This algorithm can handle graphs with negative weights, but it requires an additional preprocessing step to detect negative weight cycles, which it cannot handle.
Johnson's algorithm works by performing a series of individual shortest-path calculations from each vertex using a single-source shortest-path algorithm, such as Dijkstra's algorithm. By using reweighting techniques, Johnson's algorithm ensures that all edges have non-negative weights, allowing Dijkstra's algorithm to be used efficiently.
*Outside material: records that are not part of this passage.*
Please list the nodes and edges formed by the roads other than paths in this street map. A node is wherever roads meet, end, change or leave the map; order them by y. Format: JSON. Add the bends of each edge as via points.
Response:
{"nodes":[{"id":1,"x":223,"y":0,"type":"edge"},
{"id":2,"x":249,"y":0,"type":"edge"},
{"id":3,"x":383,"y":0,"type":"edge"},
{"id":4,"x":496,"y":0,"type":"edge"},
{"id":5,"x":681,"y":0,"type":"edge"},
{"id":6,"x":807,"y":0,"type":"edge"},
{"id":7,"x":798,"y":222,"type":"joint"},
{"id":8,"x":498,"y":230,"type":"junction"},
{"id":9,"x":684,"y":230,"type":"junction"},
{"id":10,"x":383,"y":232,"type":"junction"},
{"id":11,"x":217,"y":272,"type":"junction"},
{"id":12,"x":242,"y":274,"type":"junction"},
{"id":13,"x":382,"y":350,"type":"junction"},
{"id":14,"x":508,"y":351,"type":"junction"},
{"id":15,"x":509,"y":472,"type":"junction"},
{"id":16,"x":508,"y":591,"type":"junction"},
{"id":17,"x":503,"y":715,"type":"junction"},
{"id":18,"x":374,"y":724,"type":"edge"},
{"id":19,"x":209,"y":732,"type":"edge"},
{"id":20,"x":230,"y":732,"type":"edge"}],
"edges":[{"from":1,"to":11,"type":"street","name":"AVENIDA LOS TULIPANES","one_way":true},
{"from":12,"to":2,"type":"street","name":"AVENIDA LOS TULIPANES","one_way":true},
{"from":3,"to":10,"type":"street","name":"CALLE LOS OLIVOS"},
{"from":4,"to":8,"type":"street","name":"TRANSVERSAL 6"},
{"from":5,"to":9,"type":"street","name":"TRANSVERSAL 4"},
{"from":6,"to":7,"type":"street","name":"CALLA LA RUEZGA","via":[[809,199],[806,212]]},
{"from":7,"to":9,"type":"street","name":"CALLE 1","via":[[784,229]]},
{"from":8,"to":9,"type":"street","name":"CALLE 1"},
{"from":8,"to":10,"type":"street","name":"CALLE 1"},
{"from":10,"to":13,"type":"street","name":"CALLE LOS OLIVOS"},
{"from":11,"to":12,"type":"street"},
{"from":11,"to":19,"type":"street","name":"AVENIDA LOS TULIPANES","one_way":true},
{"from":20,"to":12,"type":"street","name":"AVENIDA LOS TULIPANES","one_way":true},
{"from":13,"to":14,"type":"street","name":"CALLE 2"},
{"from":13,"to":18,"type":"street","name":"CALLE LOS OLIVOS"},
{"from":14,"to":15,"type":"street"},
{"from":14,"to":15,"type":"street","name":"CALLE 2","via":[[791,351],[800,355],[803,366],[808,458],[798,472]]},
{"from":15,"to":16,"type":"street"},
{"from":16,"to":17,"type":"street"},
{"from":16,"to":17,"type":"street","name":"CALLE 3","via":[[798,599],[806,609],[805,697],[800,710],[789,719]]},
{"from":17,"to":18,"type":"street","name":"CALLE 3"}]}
Overview of Johnson's Algorithm
Johnson's algorithm combines two major components −
- Reweighting of edges: A transformation is applied to the graph to eliminate negative weights by assigning a new weight to each edge.
- Shortest-path calculations using Dijkstra's algorithm: After reweighting, Dijkstra's algorithm is used to calculate the shortest paths from each vertex to every other vertex.
While the Floyd-Warshall algorithm has a time complexity of O(V3), Johnson's algorithm has a time complexity of O(V2 log V + VE), where V is the number of vertices and E is the number of edges in the graph. This makes Johnson's algorithm more efficient for sparse graphs with fewer edges.
Steps of Johnson's Algorithm
The Johnson's algorithm proceeds in the following steps −
- Step 1: Add a new vertex: Introduce a new vertex q to the graph and add edges from q to every other vertex with weight 0. This new vertex will be used for the reweighting process.
- Step 2: Apply Bellman-Ford algorithm: Run the Bellman-Ford algorithm from vertex q to calculate the shortest paths from q to all other vertices. This step helps in detecting negative weight cycles.
- Step 3: Reweight edges: Once the shortest path distances from q to every other vertex are known, reweight the edges of the original graph using the formula: weight(u, v) = original weight(u, v) + h(u) - h(v), where h(u) is the shortest path distance from q to vertex u.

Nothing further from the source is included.